Dr Ranga Myneni has already responded to my lecture and does not make the same complaints about misrepresentation made by Mr Ward.
http://sites.bu.edu/cliveg/mynenis-response-to-lord-ridleys-gwpf-talk/.
Dr Myneni does, however, in his response, make two entirely false accusations against me, saying that I go “on to ignore 30+ years of IPCC assessments!”, when in fact I discussed several such assessments and quoted verbatim from two, one in 1990 and one in 2014; and that I “argue that thousands and thousands of scientists are somehow in cahoots to push the global warming hoax on innocent people of the world …”, when I made no such argument and specifically detailed how my position was different from those who think global warming is a hoax.
Turning to Mr Ward’s own complaints, he correctly notes that I explained that I became aware of Dr Myneni’s work from a 2012 talk, but that I quote from one delivered in 2013. I may not have made this fact very clear in my spoken remarks, but everything I said was properly sourced (including on my slides) and correctly quoted, and in any case the use of the later talk is entirely appropriate since, as Mr Ward also notes, Dr Myneni’s estimates of the amount and attribution of greening changed between late 2012 and mid 2013. This is something I was well aware of, but the change in no way contradicts anything I said. Indeed, it reinforces it. The 2012 version of the talk was based on data suggesting a greening of 20.5% of the land, which Mr Ward quotes; while the equivalent slides in the 2013 version, one of which I reproduced, supports a greening of 30.87% of the land area, which was the estimate to which I referred.

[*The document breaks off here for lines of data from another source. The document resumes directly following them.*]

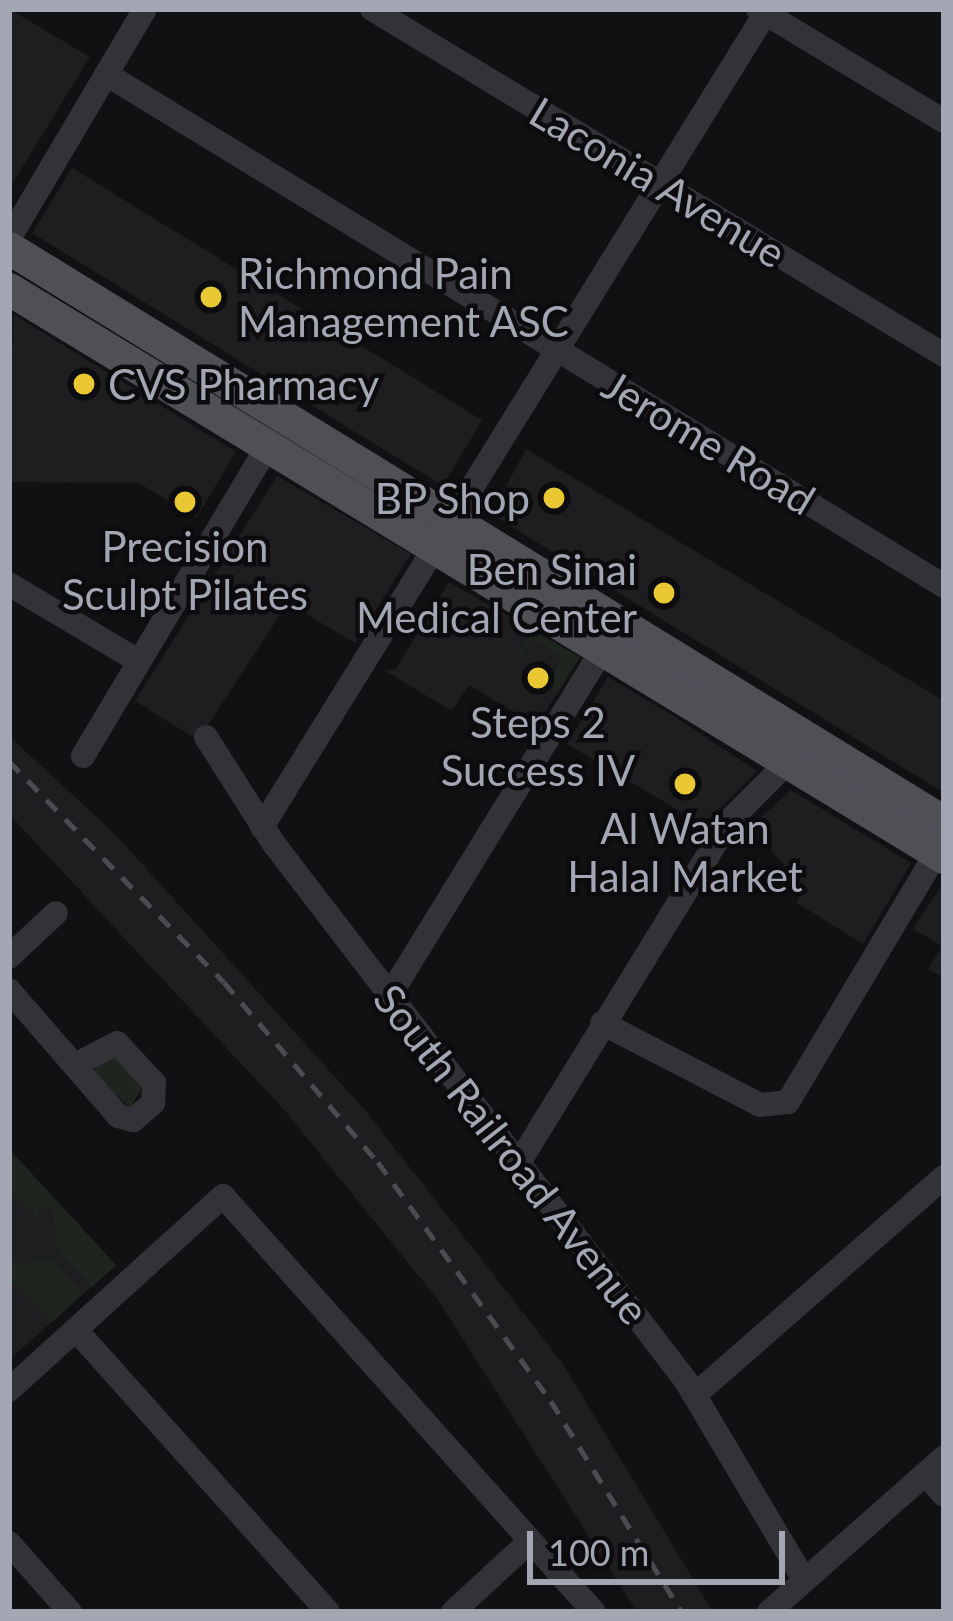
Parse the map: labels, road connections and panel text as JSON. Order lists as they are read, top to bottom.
{
  "streets": {
    "street": ["Laconia Avenue", "Jerome Road", "South Railroad Avenue"]
  },
  "places": [
    "Richmond Pain Management ASC",
    "CVS Pharmacy",
    "BP Shop",
    "Precision Sculpt Pilates",
    "Ben Sinai Medical Center",
    "Steps 2 Success IV",
    "Al Watan Halal Market"
  ],
  "scale_bar": "100 m"
}
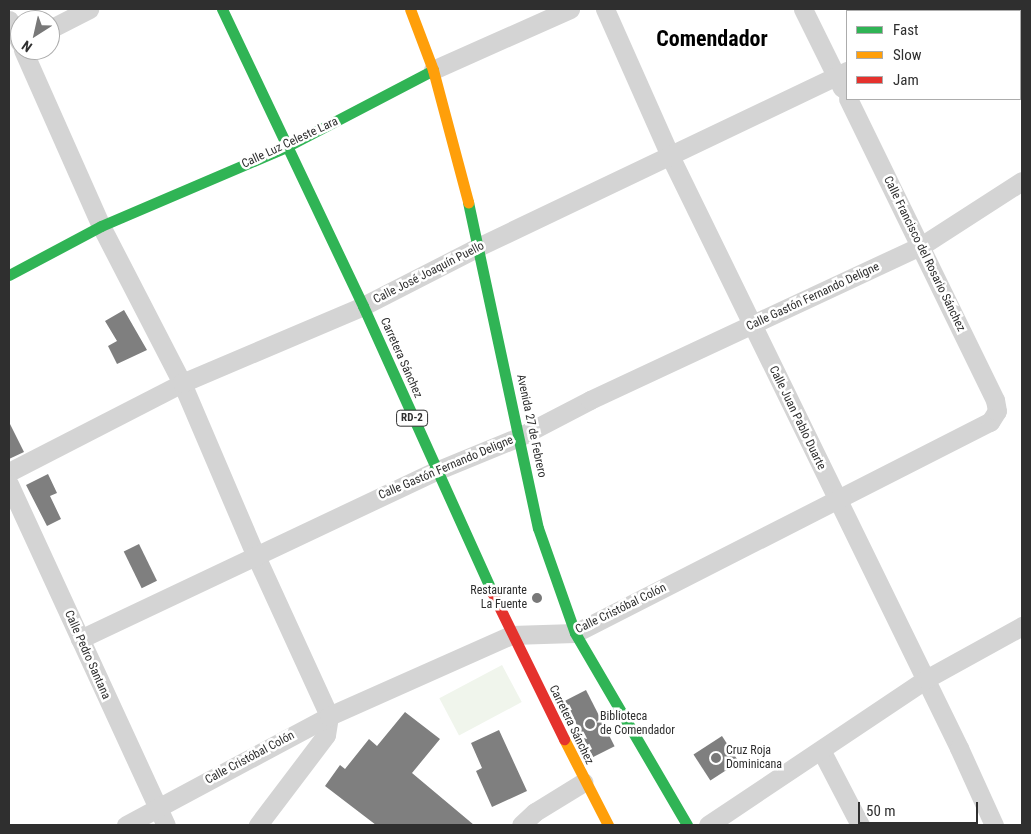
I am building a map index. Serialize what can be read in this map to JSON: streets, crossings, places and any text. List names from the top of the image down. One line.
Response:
{"streets":{"street":["Calle Luz Celeste Lara","Calle Francisco del Rosario Sánchez","Calle José Joaquín Puello","Calle Gastón Fernando Deligne","Carretera Sánchez","RD-2","Calle Juan Pablo Duarte","Avenida 27 de Febrero","Calle Cristóbal Colón","Calle Pedro Santana"]},"crossings":[["Calle Luz Celeste Lara","Carretera Sánchez"],["Calle Luz Celeste Lara","Avenida 27 de Febrero"],["Calle Francisco del Rosario Sánchez","Calle José Joaquín Puello"],["Calle Francisco del Rosario Sánchez","Calle Gastón Fernando Deligne"],["Calle Francisco del Rosario Sánchez","Calle Cristóbal Colón"],["Calle José Joaquín Puello","Carretera Sánchez"],["Calle José Joaquín Puello","Calle Juan Pablo Duarte"],["Calle José Joaquín Puello","Avenida 27 de Febrero"],["Calle Gastón Fernando Deligne","Carretera Sánchez"],["Calle Gastón Fernando Deligne","Calle Juan Pablo Duarte"],["Calle Gastón Fernando Deligne","Avenida 27 de Febrero"],["Calle Gastón Fernando Deligne","Calle Pedro Santana"],["Carretera Sánchez","Calle Cristóbal Colón"],["Calle Juan Pablo Duarte","Calle Cristóbal Colón"],["Avenida 27 de Febrero","Calle Cristóbal Colón"],["Calle Cristóbal Colón","Calle Pedro Santana"]],"districts":["Comendador"],"places":["Restaurante La Fuente","Biblioteca de Comendador","Cruz Roja Dominicana"],"legend":["Fast","Slow","Jam"],"scale_bar":"50 m","north":"bottom left"}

Mr Ward’s letter specifically confirms the accuracy of my claim that at various times Dr Myneni said 31% of the land area has greened, the planet had greened by 14%, and that 70% of the greening can be attributed to carbon dioxide fertilization. Dr Myneni has not claimed he was misquoted on these points.
As I stated in my lecture, Dr Myneni stated in 2015 that “[Ridley] falsely claims that CO2 fertilisation is responsible for the greening of the earth”. Yet a few months later he himself published evidence that “CO2 fertilisation explains 70% of the greening trend”.

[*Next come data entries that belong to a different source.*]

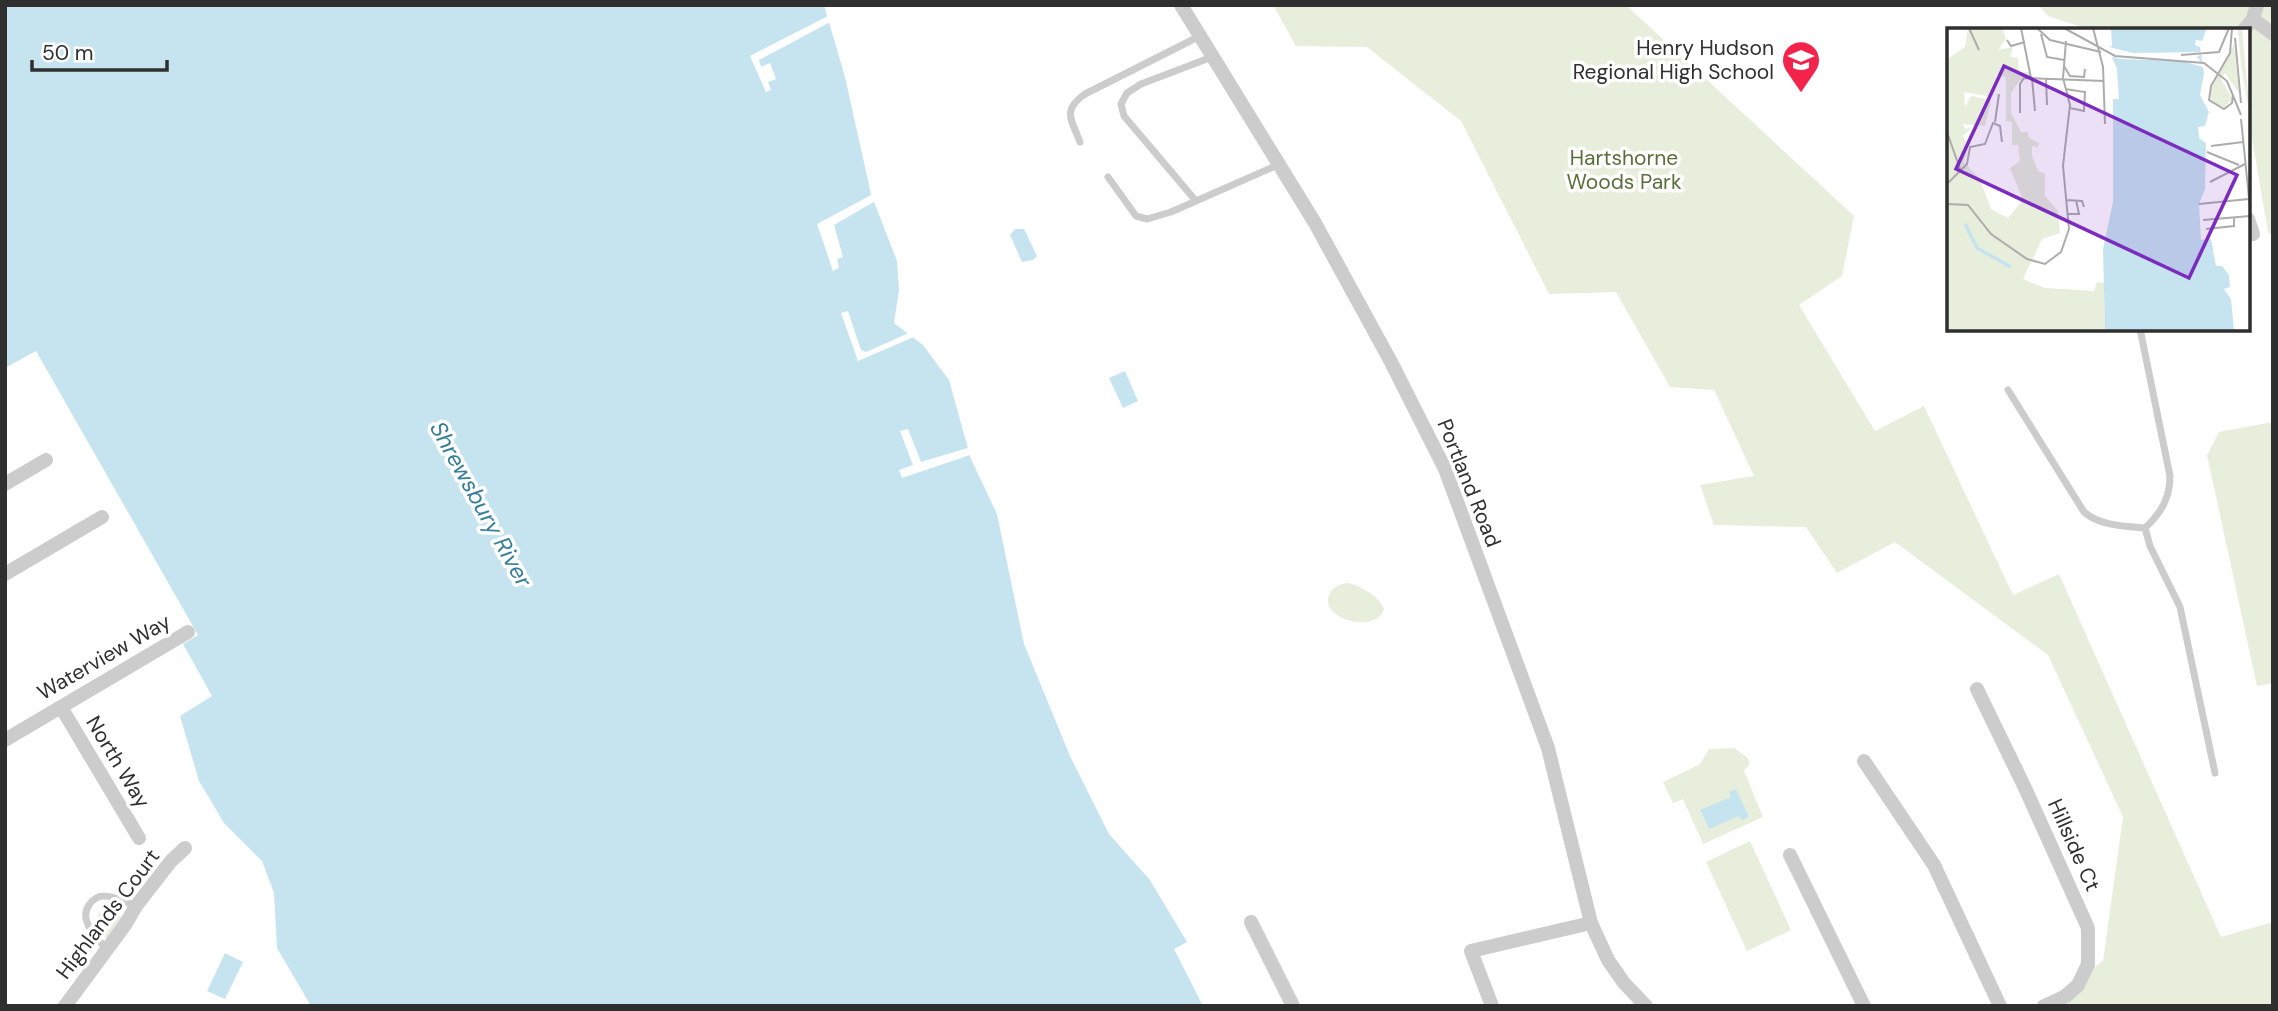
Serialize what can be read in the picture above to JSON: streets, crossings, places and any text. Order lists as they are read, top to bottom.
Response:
{
  "streets": {
    "street": [
      "Portland Road",
      "Waterview Way",
      "North Way",
      "Hillside Ct",
      "Highlands Court"
    ]
  },
  "crossings": [
    ["Waterview Way", "North Way"]
  ],
  "water": ["Shrewsbury River"],
  "parks": ["Hartshorne Woods Park"],
  "places": {
    "school or university": ["Henry Hudson Regional High School"]
  },
  "scale_bar": "50 m"
}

I used the word “might” in my suggestion that the publication of these results might have been delayed lest they give sceptics a field day, so there was no accusation, as Mr Ward claims. Dr Myneni says the delay was mainly due to the senior author on the paper returning to China. I remain doubtful that these data would have taken so long to publish if they had shown bad news.
As for Mr Ward’s complaint that I misrepresented Dr Richard Betts, he destroys his own case by quoting another part of the IPCC assessment report where greening is very briefly mentioned, and which I confess I missed because it was so brief and dismissive:
“Warming (and possibly the CO2 fertilisation effect) has also been correlated with global trends in satellite greenness observations, which resulted in an estimated 6% increase of global NPP, or the accumulation of 3.4 PgC on land over the period 1982–1999 (Nemani et al., 2003).”
Since published data (Donohue et al 2013) already pointed to a larger greening over a longer period, and my point was that the mentions of global greening were brief, doubtful and downplayed the effect, this extra quote beautifully illustrates my point. As I put it,
“If that’s a clear and prominent statement that carbon dioxide emissions have increased green vegetation on the planet by 14% and are significantly reducing the water requirements of agriculture, then I’m the Queen of Sheba.”
I will happily add this extra quotation to the written version of my lecture on line since it illustrates my point even better.
I stand by my lecture. Mr Ward is confirming the accuracy of my work while continuing to try to smear my name.
In my lecture I stated that “These days there is a legion of well paid climate spin doctors. Their job is to keep the debate binary: either you believe climate change is real and dangerous or you’re a denier who thinks it’s a hoax. But there’s a third possibility they refuse to acknowledge: that it’s real but not dangerous.”